Changing diet regime to a high-fat low-starch can be beneficial for the horse, as it can help with excitement.

===Returning the animal to work===
Symptoms may take several days to several weeks to subside, all depending on severity and type of ER. If initial symptoms have subsided a horse may be allowed turn-out. A horse may be returned to work if symptoms have ceased and is no longer on NSAIDs or other prescribed drugs related to treatment of ER, this can otherwise can hide signs of another bout of ER. If NSAIDs or other treatment drugs are needed to keep the horse comfortable, or if the horse is reluctant to continue work, the animal is not yet ready for a return to its regular training program. Blood tests such as Creatine Kinase Concentration (CK), Aspartate Transaminase Levels (AST), and/or Lactate Dehydrogenase (LDH) should be normal before the horse is returned to work.

==Prognosis==
Depending on the damage and destruction to the muscle tissue prognosis can vary. Prognosis can also vary depending on type and severity as well. However some signs of a positive prognosis may include, a horse being able to stay up and not lying down too much, keeping the horse quiet can also help with the healing factor, if the horse appears to be back to normal within 24 hours the prognosis outlook is better. There are also possibilities that a horse may showcase lameness and/or permanent damage to muscles. In some cases if horse goes into kidney failure due to untreated myoglobinuria, results could be fatal.

==Prevention==
===Diet===
For bouts of Sporadic ER, reducing any extra energy in a horse's diet is essential. Decreasing carbohydrates and increasing the daily intake of hay or pasture can usually accomplish this. Grain may need to be cut in half and feed ration should also be downsized prior to rest days. Feeding a well balanced diet of both vitamins and minerals can also be beneficial.

For bouts of Chronic ER, a high-fat low-starch diet can be beneficial.

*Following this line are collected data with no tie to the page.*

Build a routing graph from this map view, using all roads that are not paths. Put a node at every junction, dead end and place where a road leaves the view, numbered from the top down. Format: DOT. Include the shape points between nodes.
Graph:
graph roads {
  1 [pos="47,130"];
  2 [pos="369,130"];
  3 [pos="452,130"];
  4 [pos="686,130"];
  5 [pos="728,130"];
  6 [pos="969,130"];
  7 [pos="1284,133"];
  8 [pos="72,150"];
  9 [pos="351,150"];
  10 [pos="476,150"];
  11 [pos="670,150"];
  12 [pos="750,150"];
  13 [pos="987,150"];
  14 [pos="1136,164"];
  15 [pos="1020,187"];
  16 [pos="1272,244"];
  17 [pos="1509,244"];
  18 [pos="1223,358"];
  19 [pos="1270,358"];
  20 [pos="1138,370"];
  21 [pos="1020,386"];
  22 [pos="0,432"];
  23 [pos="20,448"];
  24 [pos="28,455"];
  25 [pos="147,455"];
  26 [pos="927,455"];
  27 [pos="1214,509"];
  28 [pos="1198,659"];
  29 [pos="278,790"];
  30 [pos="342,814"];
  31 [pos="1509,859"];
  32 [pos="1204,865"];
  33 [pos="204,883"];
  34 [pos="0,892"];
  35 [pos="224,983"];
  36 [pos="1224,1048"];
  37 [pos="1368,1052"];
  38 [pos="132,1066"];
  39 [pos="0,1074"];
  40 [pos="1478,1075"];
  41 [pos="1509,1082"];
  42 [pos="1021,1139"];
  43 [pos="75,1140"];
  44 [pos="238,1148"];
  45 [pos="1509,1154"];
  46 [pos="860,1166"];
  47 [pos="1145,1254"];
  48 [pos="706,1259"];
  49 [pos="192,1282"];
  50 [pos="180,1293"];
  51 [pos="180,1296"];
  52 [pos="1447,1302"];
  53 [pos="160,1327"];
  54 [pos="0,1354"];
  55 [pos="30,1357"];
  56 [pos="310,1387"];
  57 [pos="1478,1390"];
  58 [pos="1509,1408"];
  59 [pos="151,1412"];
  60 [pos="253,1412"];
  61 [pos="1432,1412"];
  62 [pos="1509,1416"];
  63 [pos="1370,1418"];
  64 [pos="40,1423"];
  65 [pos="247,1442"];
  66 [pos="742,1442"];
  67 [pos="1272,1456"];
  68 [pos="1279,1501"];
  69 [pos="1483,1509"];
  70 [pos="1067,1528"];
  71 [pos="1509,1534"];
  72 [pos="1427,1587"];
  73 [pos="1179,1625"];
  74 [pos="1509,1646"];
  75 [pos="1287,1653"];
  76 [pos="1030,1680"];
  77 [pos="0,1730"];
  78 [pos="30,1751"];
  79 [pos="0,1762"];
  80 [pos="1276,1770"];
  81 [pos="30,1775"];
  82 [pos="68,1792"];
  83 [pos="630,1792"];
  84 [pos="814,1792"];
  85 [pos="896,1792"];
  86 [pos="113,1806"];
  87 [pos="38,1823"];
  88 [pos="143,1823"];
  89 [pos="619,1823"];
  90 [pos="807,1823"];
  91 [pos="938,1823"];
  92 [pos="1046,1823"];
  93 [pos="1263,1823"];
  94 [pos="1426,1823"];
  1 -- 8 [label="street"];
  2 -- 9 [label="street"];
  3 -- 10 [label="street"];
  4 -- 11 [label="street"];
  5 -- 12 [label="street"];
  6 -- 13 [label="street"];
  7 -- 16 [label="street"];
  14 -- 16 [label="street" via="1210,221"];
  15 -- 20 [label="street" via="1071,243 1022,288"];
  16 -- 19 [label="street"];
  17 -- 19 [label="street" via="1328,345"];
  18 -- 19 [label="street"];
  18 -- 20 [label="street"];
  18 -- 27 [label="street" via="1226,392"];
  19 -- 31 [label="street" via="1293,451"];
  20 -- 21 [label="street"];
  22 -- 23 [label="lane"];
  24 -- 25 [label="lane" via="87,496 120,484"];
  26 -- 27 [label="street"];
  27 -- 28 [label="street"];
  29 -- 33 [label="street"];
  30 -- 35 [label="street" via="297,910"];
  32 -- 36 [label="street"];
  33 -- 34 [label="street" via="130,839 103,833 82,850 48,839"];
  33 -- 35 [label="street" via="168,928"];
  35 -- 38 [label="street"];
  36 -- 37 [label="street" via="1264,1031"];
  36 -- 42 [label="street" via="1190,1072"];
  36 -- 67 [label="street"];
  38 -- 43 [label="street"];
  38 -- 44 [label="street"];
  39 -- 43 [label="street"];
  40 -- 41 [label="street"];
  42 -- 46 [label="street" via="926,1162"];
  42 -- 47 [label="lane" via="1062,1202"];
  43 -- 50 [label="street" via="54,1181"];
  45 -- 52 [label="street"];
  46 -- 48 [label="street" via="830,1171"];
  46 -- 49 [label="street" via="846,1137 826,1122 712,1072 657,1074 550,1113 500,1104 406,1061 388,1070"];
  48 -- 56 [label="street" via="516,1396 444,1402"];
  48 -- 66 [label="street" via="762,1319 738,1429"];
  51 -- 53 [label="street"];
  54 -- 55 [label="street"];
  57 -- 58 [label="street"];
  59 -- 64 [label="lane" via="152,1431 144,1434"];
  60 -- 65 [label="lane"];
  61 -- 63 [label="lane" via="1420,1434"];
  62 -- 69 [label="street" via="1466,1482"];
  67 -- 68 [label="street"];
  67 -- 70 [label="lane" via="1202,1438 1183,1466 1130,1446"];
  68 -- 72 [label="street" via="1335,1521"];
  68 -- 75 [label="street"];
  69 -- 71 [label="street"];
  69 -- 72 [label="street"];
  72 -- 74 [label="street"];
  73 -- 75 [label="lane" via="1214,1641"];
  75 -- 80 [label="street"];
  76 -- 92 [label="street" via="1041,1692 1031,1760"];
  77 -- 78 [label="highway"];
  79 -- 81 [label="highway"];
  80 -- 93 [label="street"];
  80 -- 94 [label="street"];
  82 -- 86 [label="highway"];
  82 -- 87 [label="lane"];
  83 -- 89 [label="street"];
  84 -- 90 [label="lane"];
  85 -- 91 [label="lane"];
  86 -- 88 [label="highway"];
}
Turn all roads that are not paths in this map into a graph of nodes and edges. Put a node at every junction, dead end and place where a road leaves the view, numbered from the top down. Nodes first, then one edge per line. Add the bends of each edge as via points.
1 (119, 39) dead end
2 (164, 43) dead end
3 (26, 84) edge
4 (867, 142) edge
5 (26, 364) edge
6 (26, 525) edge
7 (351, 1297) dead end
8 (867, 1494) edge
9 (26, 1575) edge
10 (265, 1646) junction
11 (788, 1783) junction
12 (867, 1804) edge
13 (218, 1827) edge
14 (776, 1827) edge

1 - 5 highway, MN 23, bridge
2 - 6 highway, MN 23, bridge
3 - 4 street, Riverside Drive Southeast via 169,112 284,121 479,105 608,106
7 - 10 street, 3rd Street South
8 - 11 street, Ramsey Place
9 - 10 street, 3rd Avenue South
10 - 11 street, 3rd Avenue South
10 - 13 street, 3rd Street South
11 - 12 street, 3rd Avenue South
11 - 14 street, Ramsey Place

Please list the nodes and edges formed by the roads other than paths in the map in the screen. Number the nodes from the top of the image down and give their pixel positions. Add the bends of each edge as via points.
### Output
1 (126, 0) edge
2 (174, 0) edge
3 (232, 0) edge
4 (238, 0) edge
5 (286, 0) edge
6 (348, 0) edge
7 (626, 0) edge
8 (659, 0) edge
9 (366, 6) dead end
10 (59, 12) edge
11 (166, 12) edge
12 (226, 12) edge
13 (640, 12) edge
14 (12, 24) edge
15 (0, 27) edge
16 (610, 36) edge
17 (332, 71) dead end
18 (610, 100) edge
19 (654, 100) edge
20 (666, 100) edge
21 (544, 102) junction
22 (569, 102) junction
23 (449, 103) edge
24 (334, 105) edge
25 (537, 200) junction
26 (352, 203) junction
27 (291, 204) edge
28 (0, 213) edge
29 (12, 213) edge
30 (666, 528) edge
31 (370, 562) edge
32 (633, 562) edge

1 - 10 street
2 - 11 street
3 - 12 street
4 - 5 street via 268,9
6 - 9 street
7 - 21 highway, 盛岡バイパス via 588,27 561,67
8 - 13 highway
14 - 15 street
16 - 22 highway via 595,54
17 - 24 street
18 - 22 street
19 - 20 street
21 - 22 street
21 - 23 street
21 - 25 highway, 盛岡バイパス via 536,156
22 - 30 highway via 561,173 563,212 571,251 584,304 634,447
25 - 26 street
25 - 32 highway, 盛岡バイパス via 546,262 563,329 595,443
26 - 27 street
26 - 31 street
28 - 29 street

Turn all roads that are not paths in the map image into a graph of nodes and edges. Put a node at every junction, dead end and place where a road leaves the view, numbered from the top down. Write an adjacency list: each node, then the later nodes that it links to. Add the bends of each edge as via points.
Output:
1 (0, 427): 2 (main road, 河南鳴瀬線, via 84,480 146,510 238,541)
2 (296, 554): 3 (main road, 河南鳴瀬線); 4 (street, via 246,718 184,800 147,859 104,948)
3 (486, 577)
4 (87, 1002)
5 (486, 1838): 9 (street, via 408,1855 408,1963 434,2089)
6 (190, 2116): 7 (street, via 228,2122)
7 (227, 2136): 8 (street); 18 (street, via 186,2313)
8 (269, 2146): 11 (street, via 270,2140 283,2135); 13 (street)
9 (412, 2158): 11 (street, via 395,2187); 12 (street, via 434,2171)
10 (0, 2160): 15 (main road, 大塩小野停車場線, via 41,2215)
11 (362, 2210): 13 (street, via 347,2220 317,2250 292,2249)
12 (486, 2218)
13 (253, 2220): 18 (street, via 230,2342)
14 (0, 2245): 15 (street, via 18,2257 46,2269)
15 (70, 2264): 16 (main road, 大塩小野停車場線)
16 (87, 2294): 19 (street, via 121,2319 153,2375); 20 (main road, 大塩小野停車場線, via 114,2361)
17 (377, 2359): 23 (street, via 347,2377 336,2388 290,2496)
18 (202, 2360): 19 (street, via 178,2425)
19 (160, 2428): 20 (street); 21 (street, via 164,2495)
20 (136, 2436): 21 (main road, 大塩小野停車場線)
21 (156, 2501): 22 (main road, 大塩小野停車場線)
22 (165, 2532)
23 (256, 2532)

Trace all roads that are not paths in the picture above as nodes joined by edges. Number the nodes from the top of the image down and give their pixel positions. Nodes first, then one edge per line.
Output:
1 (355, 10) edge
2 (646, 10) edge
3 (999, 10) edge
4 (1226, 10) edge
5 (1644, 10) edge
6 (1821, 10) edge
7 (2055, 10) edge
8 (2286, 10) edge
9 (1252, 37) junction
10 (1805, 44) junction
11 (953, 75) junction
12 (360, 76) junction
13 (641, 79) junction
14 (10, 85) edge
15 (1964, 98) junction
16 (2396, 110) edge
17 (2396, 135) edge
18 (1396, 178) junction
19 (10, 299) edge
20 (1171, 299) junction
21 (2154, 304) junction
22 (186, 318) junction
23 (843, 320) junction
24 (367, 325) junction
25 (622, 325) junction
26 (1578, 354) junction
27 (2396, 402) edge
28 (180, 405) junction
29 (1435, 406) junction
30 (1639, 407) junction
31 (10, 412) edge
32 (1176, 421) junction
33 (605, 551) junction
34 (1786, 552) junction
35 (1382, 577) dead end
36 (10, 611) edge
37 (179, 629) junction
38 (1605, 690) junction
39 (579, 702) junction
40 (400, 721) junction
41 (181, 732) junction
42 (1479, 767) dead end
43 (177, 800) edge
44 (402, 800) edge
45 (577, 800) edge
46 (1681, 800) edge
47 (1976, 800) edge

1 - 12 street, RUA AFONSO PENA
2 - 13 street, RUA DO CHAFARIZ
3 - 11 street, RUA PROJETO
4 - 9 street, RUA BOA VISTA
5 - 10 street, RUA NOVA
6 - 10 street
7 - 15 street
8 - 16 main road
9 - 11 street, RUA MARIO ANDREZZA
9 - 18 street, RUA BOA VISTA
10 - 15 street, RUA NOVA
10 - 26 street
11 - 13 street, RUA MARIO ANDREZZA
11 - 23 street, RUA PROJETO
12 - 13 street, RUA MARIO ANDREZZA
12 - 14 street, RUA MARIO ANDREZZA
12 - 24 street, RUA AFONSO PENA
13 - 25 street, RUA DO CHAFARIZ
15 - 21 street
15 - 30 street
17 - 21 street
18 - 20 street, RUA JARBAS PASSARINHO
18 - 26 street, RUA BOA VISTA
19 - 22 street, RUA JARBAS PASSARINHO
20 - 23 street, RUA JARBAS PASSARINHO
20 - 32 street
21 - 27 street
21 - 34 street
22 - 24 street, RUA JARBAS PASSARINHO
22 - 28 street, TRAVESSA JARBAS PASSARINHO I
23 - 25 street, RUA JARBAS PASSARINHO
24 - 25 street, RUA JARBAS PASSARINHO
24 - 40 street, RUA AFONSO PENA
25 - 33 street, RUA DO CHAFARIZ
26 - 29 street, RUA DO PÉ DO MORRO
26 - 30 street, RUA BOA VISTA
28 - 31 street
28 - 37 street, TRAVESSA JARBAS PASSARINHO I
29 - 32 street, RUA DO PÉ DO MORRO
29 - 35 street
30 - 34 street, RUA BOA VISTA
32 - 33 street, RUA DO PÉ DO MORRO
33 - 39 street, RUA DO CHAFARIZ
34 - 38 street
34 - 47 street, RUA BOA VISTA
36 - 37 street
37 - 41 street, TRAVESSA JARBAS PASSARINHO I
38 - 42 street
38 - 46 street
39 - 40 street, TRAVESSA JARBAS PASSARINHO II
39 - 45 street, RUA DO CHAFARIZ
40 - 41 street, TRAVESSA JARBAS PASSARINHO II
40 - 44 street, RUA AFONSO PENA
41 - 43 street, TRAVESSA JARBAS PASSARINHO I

Gradually the horse should be introduced to this new diet. For some cases of Chronic ER such as RER, the horse may need a higher intake of calories. This is where feeds specially created and designed for ER will be necessary.

===Exercise===
For bouts of Sporadic ER proper conditioning is essential in prevention. IN using proper training techniques a horse should be warmed up thoroughly before intense training and/or riding. The same should be done when cooling down. Ensure that the horse is cared for, for an issues to the immune system and allowed to recover before continuing training.

A horse ideally should receive exercise once, or possibly twice a day, every day, to prevent the recurrence of ER. If possible, avoid breaks in the horse's exercise schedule.

For bouts of Chronic ER depending on type, the focus should be on preventing overexcitement. This can be accomplished by allowing pasture time, utilizing a hot walker, and minimizing stall time. Horses with Chronic ER should also be injected with a low-dose tranquilizer during intense training, to help with overexcitement, this however is more for the RER type of Chronic ER.

===Supplements and drugs===
As with any supplements and drugs, conferring with a veterinarian as to the recommended dosages is best. Some drugs are not allowed in competition and may need to be withheld a few days before.

Adding potassium and salt to the diet may be beneficial to horses that suffer from recurrent bouts of ER both chronic and sporadic. Horses in hard training may need a vitamin E supplement, as their requirements are higher than horses in more moderate work. The horse may also be deficient in selenium, and need a feed in supplement. Selenium can be dangerous if overfed, so a blood test to confirm that the horse is in need of supplemental selenium should be used.

Other drugs that have been used with success include phenytoin, dantrolene, and dimethylglycine.